The lines you return must be all those in the data that hold the string "Honduras".
== THE DATA
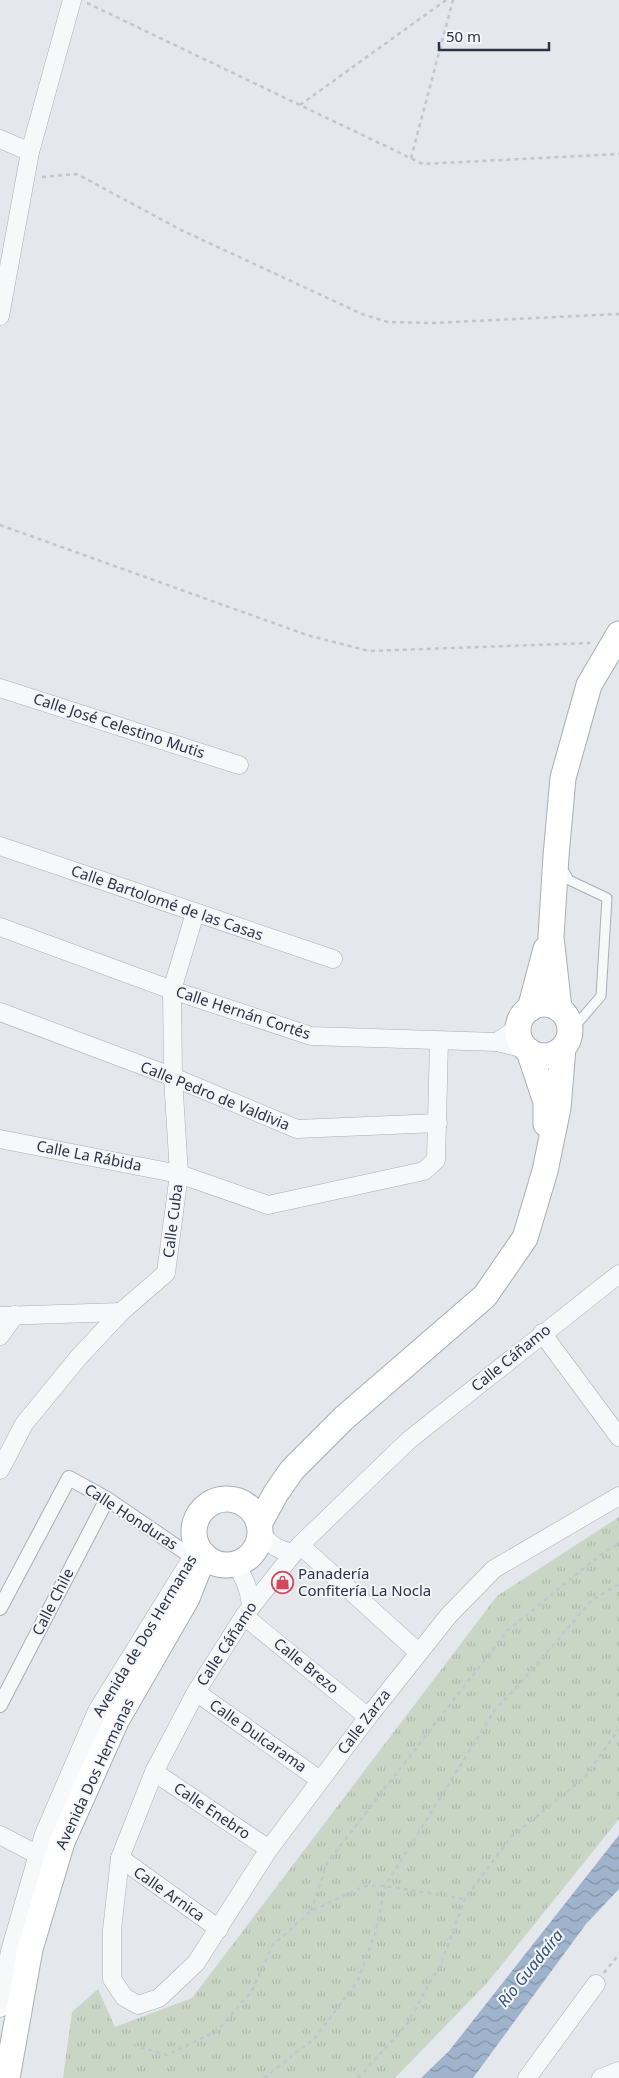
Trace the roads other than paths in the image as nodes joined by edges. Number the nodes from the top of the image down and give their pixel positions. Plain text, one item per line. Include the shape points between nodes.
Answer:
1 (72, 0) edge
2 (0, 140) edge
3 (30, 152) junction
4 (6, 253) edge
5 (0, 316) edge
6 (617, 638) edge
7 (0, 688) edge
8 (239, 765) dead end
9 (0, 846) edge
10 (556, 856) junction
11 (195, 913) junction
12 (0, 927) edge
13 (551, 938) junction
14 (334, 959) dead end
15 (172, 990) junction
16 (559, 1009) junction
17 (0, 1012) edge
18 (526, 1034) junction
19 (566, 1040) junction
20 (439, 1041) junction
21 (173, 1077) junction
22 (438, 1123) junction
23 (0, 1138) edge
24 (545, 1171) junction
25 (179, 1174) junction
26 (619, 1274) edge
27 (121, 1312) junction
28 (8, 1316) edge
29 (542, 1333) junction
30 (0, 1336) edge
31 (619, 1437) edge
32 (0, 1470) edge
33 (292, 1470) junction
34 (619, 1496) edge
35 (107, 1499) junction
36 (235, 1500) junction
37 (260, 1529) junction
38 (297, 1548) junction
39 (210, 1558) junction
40 (0, 1608) edge
41 (248, 1610) junction
42 (418, 1652) junction
43 (196, 1692) junction
44 (0, 1705) edge
45 (368, 1716) junction
46 (154, 1772) junction
47 (320, 1780) junction
48 (0, 1835) edge
49 (269, 1849) junction
50 (38, 1855) junction
51 (120, 1858) junction
52 (219, 1929) junction
53 (5, 1949) edge
54 (596, 1984) road end
55 (159, 1998) joint
56 (0, 2008) edge
57 (619, 2071) edge
58 (7, 2078) edge
59 (527, 2078) edge
60 (601, 2078) edge

1 - 3 street
2 - 3 street
3 - 4 street
4 - 5 street
6 - 10 main road via 589,685 564,778
7 - 8 street, Calle José Celestino Mutis
9 - 11 street, Calle Bartolomé de las Casas
10 - 13 main road
10 - 19 lane via 569,880 607,898 602,996
11 - 14 street, Calle Bartolomé de las Casas
11 - 15 street, Calle Cuba
12 - 15 street, Calle Hernán Cortés
13 - 16 main road
13 - 18 main road via 545,950
15 - 20 street, Calle Hernán Cortés via 311,1036
15 - 21 street, Calle Cuba
16 - 18 main road via 548,1005 535,1006
16 - 19 main road via 569,1023
17 - 21 street, Calle Pedro de Valdivia
18 - 19 main road via 539,1056 554,1054
18 - 20 street, Calle Hernán Cortés via 497,1042
18 - 24 main road via 546,1102
19 - 24 main road via 558,1108
20 - 22 street, Calle La Rábida
21 - 22 street, Calle Pedro de Valdivia via 297,1129
21 - 25 street, Calle Cuba
22 - 25 street, Calle La Rábida via 436,1160 424,1171 268,1205
23 - 25 street, Calle La Rábida
24 - 33 main road via 525,1238 485,1296 344,1418
25 - 27 street, Calle Cuba via 166,1273
26 - 29 street, Calle Cáñamo
27 - 28 street
27 - 32 street, Calle Cuba via 24,1424
28 - 30 street
29 - 31 street
29 - 38 street, Calle Cáñamo via 409,1440
33 - 36 main road
33 - 37 main road via 276,1493
34 - 42 street, Calle Zarza via 494,1569
35 - 39 street, Calle Honduras
35 - 40 street, Calle Honduras via 69,1478
35 - 44 street, Calle Chile
36 - 37 main road via 246,1504 254,1513
36 - 39 main road via 215,1501 196,1520 194,1534
37 - 38 street via 272,1544 284,1552
37 - 39 main road via 252,1553
38 - 41 street, Calle Cáñamo
38 - 42 street
39 - 41 street via 243,1576 249,1590
39 - 50 street, Avenida de Dos Hermanas via 97,1711
39 - 58 main road, Avenida Dos Hermanas via 116,1721 62,1842 30,1949
41 - 43 street, Calle Cáñamo
41 - 45 street, Calle Brezo
42 - 45 street, Calle Zarza
43 - 46 street, Calle Cáñamo
43 - 47 street, Calle Dulcarama
45 - 47 street, Calle Zarza
46 - 49 street, Calle Enebro
46 - 51 street, Calle Cáñamo
47 - 49 street, Calle Zarza
48 - 50 street
49 - 52 street, Calle Zarza
50 - 53 street, Avenida de Dos Hermanas
51 - 52 street, Calle Arnica
51 - 55 street, Calle Cáñamo via 112,1930 112,1979 124,1997 138,2005
52 - 55 street, Calle Zarza via 196,1963
53 - 56 street, Avenida de Dos Hermanas
54 - 59 street
57 - 60 street

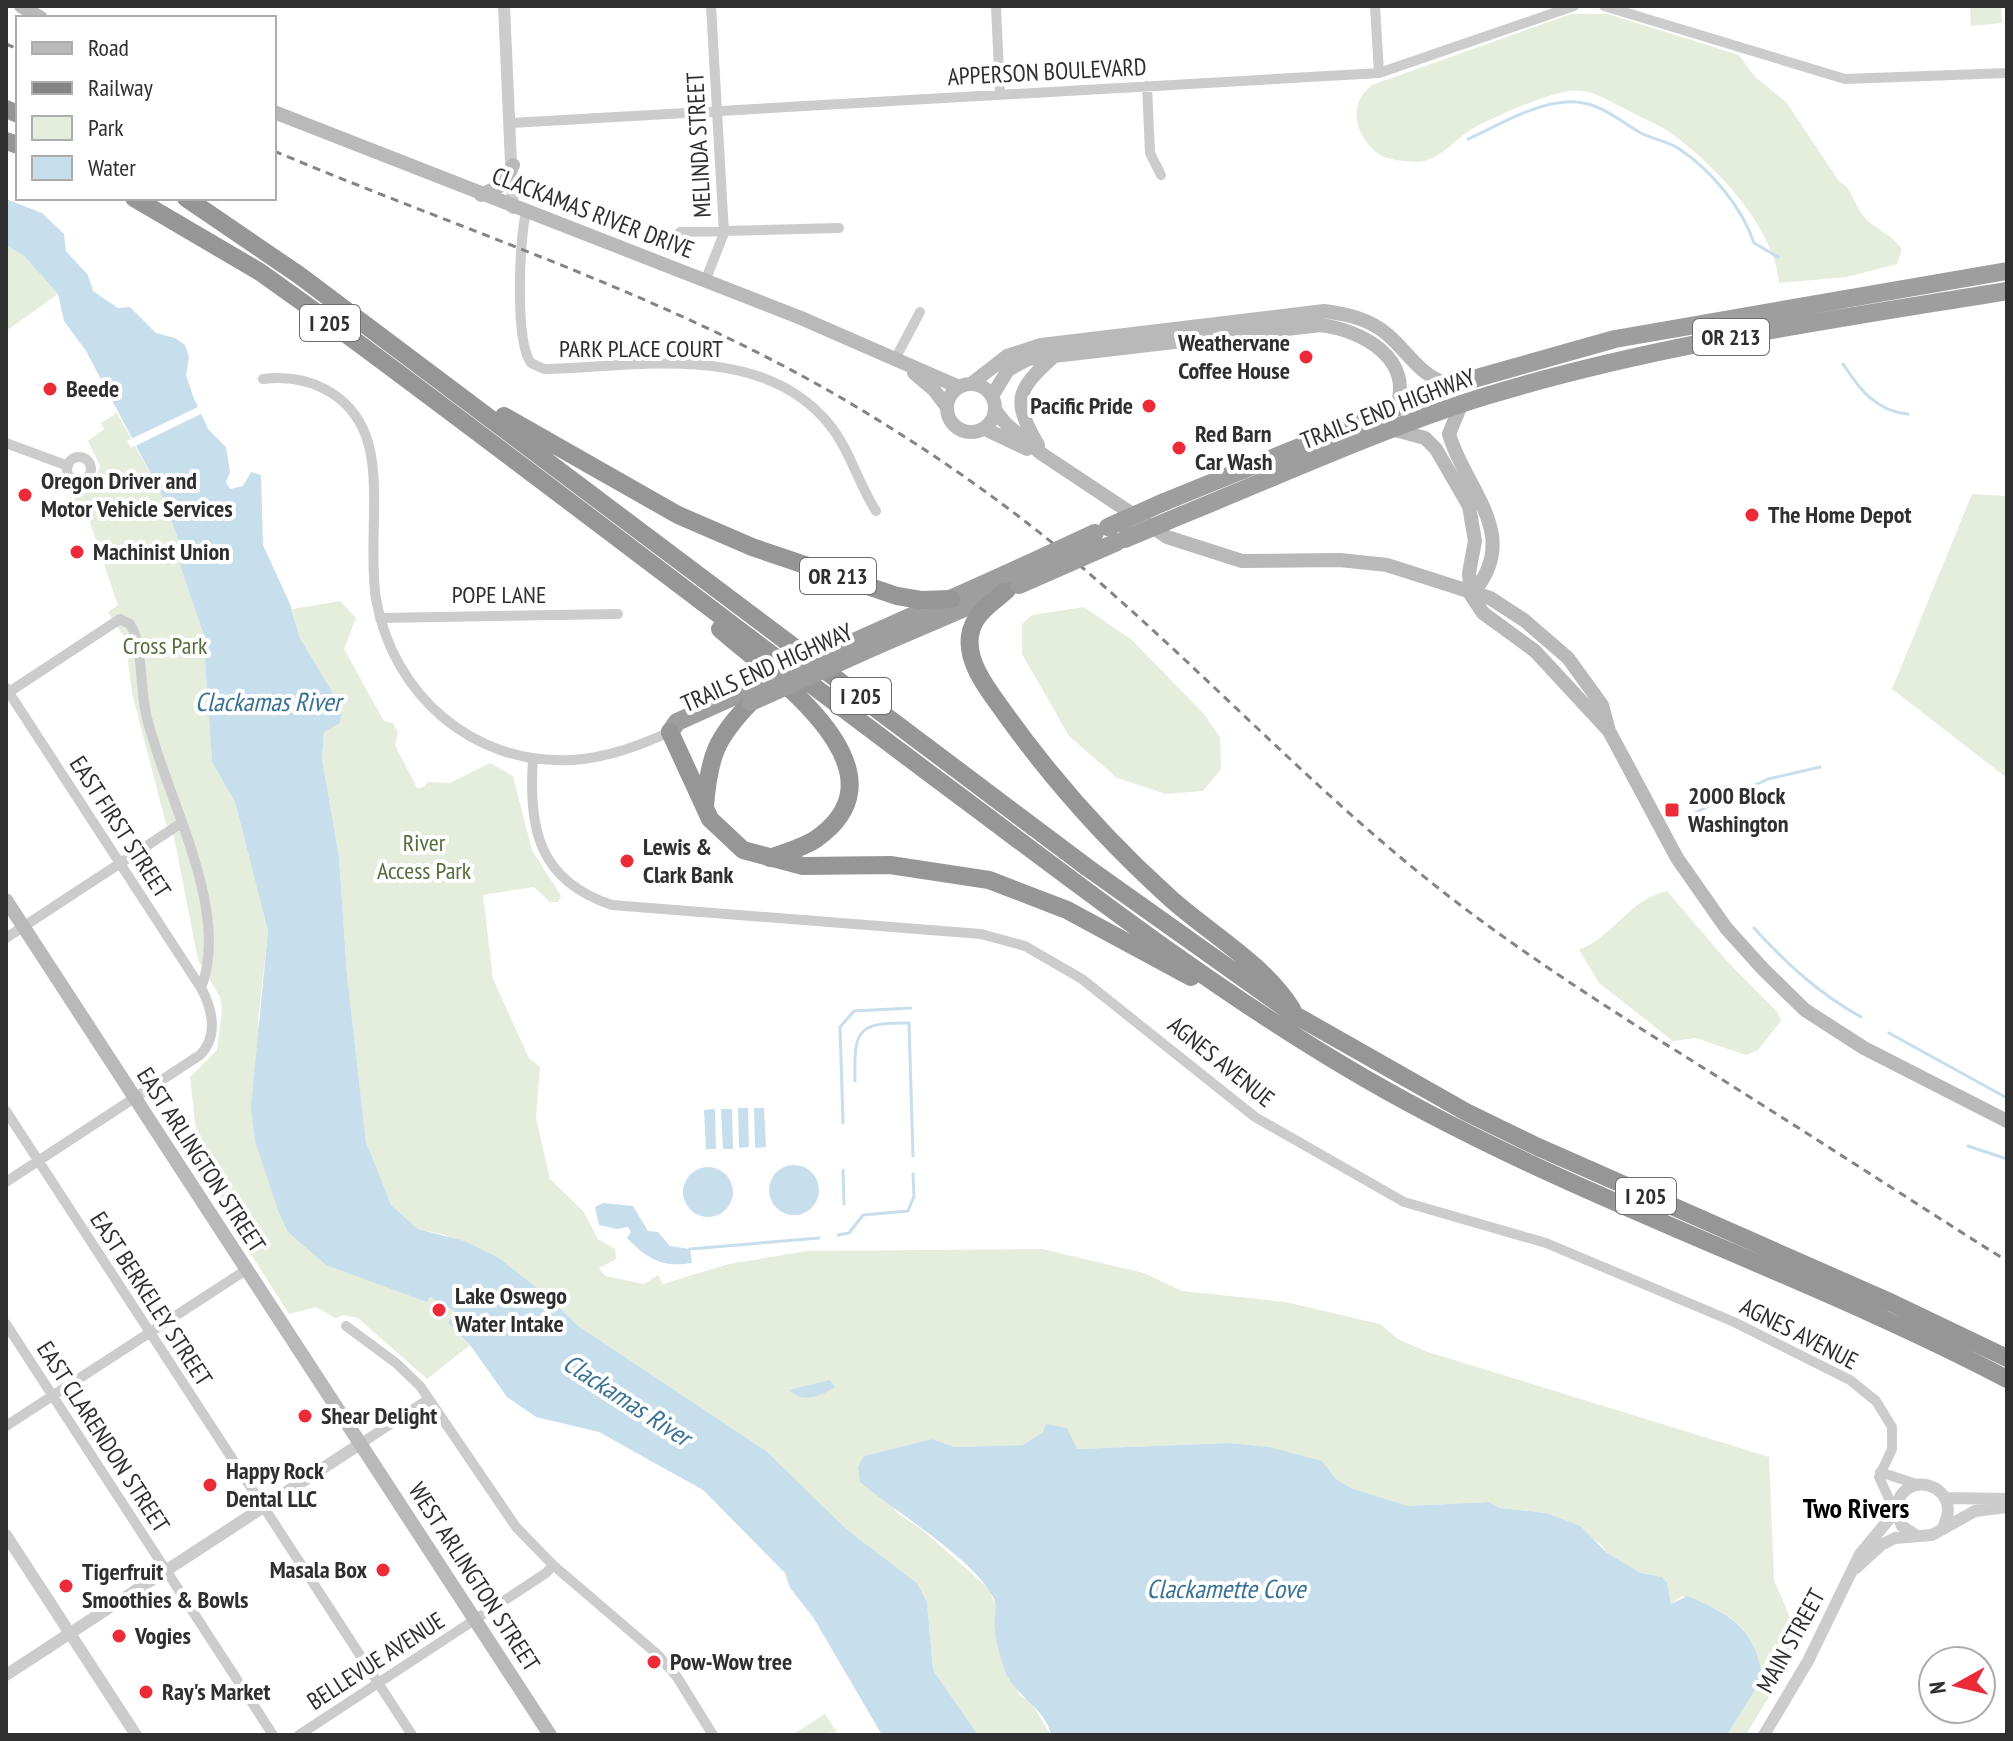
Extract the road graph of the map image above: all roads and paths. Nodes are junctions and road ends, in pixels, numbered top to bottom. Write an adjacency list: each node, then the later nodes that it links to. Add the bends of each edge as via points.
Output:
1 (504, 6): 13 (street)
2 (711, 6): 11 (street, MELINDA STREET)
3 (996, 6): 10 (street)
4 (1375, 6): 7 (street)
5 (1574, 6): 7 (street, APPERSON BOULEVARD)
6 (1604, 6): 8 (street, via 1845,79)
7 (1379, 73): 9 (street, APPERSON BOULEVARD)
8 (2007, 73)
9 (1147, 86): 10 (street, APPERSON BOULEVARD); 15 (street, via 1150,153)
10 (1000, 94): 11 (street, APPERSON BOULEVARD)
11 (718, 111): 13 (street, APPERSON BOULEVARD); 22 (street, MELINDA STREET)
12 (276, 113): 16 (main road, CLACKAMAS RIVER DRIVE)
13 (511, 123): 14 (street)
14 (513, 165): 16 (main road, via 502,185); 19 (street)
15 (1161, 175)
16 (481, 195): 19 (main road, CLACKAMAS RIVER DRIVE)
17 (137, 200): 45 (highway, I 205, via 260,272)
18 (189, 200): 29 (highway, I 205)
19 (520, 210): 24 (main road, CLACKAMAS RIVER DRIVE); 42 (street, PARK PLACE COURT, via 524,348 531,363 544,369 720,366 772,380 827,421)
20 (839, 228): 22 (street)
21 (680, 232): 22 (street)
22 (724, 233): 24 (street, MELINDA STREET)
23 (2007, 271): 31 (highway, TRAILS END HIGHWAY / OR 213, via 1624,337)
24 (706, 279): 28 (main road, CLACKAMAS RIVER DRIVE)
25 (2007, 291): 34 (highway, TRAILS END HIGHWAY / OR 213, via 1673,348)
26 (920, 312): 28 (street)
27 (1052, 358): 33 (main road, via 1028,359 1008,370); 36 (main road, via 1321,325 1365,338 1389,358 1400,381); 40 (main road, via 1028,381 1020,404)
28 (895, 359): 32 (main road, CLACKAMAS RIVER DRIVE); 35 (main road, CLACKAMAS RIVER DRIVE)
29 (431, 374): 47 (highway, OR 213, via 646,498 727,537 905,598); 63 (highway, I 205, via 1088,868)
30 (263, 379): 49 (street, via 289,377 323,387 343,401 361,426 371,459 372,558)
31 (1452, 385): 32 (main road, via 1424,374 1374,325 1324,311 1041,345 1007,356); 36 (highway, TRAILS END HIGHWAY / OR 213)
32 (965, 386): 33 (main road, CLACKAMAS RIVER DRIVE, via 983,387); 35 (main road, via 951,395)
33 (994, 403): 37 (main road); 40 (main road, CLACKAMAS RIVER DRIVE, via 1006,424)
34 (1461, 405): 38 (highway, TRAILS END HIGHWAY / OR 213); 46 (main road, via 1449,434 1485,507 1492,536 1485,580)
35 (947, 407): 37 (main road, CLACKAMAS RIVER DRIVE, via 951,422 963,431)
36 (1397, 407): 43 (highway, TRAILS END HIGHWAY / OR 213, bridge, via 1164,502)
37 (985, 429): 40 (main road)
38 (1395, 430): 43 (highway, TRAILS END HIGHWAY / OR 213, bridge, via 1182,515); 46 (main road, via 1425,438 1436,449 1469,506 1475,541)
39 (6, 443): 41 (street)
40 (1042, 454): 46 (main road, via 1185,545 1242,561 1378,563)
41 (68, 466)
42 (876, 511)
43 (1111, 535): 44 (highway, TRAILS END HIGHWAY / OR 213, bridge)
44 (1011, 583): 47 (highway, TRAILS END HIGHWAY / OR 213); 50 (highway, TRAILS END HIGHWAY / OR 213); 63 (highway, via 981,612 970,635 972,660 995,700 1084,814 1173,901 1278,987)
45 (680, 586): 57 (highway, via 718,628 830,729 845,756 848,788 832,825 809,843); 64 (highway, I 205)
46 (1471, 595): 67 (main road, via 1483,613 1551,666 1609,731 1677,858 1726,928 1763,969 1805,1010 1864,1048)
47 (951, 599): 50 (highway, TRAILS END HIGHWAY)
48 (618, 614): 49 (street, POPE LANE)
49 (380, 618): 54 (street, via 396,661 428,705 480,743)
50 (870, 642): 52 (highway, TRAILS END HIGHWAY, bridge)
51 (7, 691): 56 (street, via 120,619 135,631 147,718); 58 (street, EAST FIRST STREET)
52 (745, 698): 53 (highway, TRAILS END HIGHWAY, via 679,733); 55 (highway, via 714,750)
53 (670, 732): 54 (street, via 599,757); 55 (highway)
54 (533, 759): 80 (street, AGNES AVENUE, via 531,805 537,836 551,864 577,890 612,905 981,934 1025,946 1082,979 1255,1117 1376,1188 1404,1202 1546,1243 1734,1322 1850,1380 1876,1401 1892,1427 1892,1449)
55 (705, 808): 57 (highway, via 729,841)
56 (180, 824): 58 (street); 62 (street, via 207,912 210,952)
57 (770, 858): 64 (highway, via 803,866 923,868 989,880 1067,910)
58 (120, 863): 60 (street); 62 (street, EAST FIRST STREET)
59 (6, 900): 60 (main road, EAST ARLINGTON STREET)
60 (24, 927): 61 (street); 65 (main road, EAST ARLINGTON STREET)
61 (6, 938)
62 (201, 988): 65 (street, via 212,1014 206,1048)
63 (1295, 1015): 74 (highway, I 205, via 1524,1140)
64 (1271, 1020): 75 (highway, I 205, via 1466,1132 1886,1319)
65 (135, 1098): 68 (street); 70 (main road, EAST ARLINGTON STREET)
66 (6, 1111): 68 (street, EAST BERKELEY STREET)
67 (2007, 1121)
68 (38, 1161): 69 (street); 73 (street, EAST BERKELEY STREET)
69 (6, 1182)
70 (246, 1270): 73 (street); 79 (main road, EAST ARLINGTON STREET)
71 (6, 1324): 76 (street, EAST CLARENDON STREET)
72 (346, 1326): 77 (street, via 403,1369)
73 (149, 1333): 76 (street); 84 (street, EAST BERKELEY STREET)
74 (2007, 1358)
75 (2007, 1379)
76 (52, 1395): 78 (street); 92 (street, EAST CLARENDON STREET)
77 (429, 1399): 79 (street); 90 (street, via 492,1496)
78 (6, 1426)
79 (360, 1444): 84 (street); 93 (main road, WEST ARLINGTON STREET)
80 (1880, 1472): 81 (street); 86 (street)
81 (1916, 1484): 82 (street, via 1937,1487); 86 (street, MAIN STREET, via 1903,1491)
82 (1947, 1498): 83 (street); 87 (street)
83 (2007, 1499)
84 (264, 1507): 92 (street); 96 (street, EAST BERKELEY STREET)
85 (2007, 1507): 87 (street, MAIN STREET, via 1983,1509)
86 (1896, 1508): 89 (street, via 1902,1526); 91 (street, MAIN STREET, via 1869,1541)
87 (1944, 1525): 89 (street, MAIN STREET, via 1932,1535)
88 (6, 1535): 94 (street)
89 (1916, 1535): 91 (street, MAIN STREET, via 1887,1541)
90 (553, 1565): 93 (street, BELLEVUE AVENUE); 102 (street, via 657,1654)
91 (1856, 1568): 103 (street, MAIN STREET)
92 (166, 1571): 94 (street); 98 (street, EAST CLARENDON STREET)
93 (475, 1620): 96 (street, BELLEVUE AVENUE); 101 (main road, WEST ARLINGTON STREET)
94 (70, 1633): 95 (street); 97 (street)
95 (6, 1675)
96 (378, 1682): 99 (street, BELLEVUE AVENUE); 100 (street, EAST BERKELEY STREET)
97 (136, 1735)
98 (273, 1735)
99 (299, 1735)
100 (412, 1735)
101 (550, 1735)
102 (713, 1735)
103 (1764, 1735)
====
WRITTEN ANSWER →
35 - 39 street, Calle Honduras
35 - 40 street, Calle Honduras via 69,1478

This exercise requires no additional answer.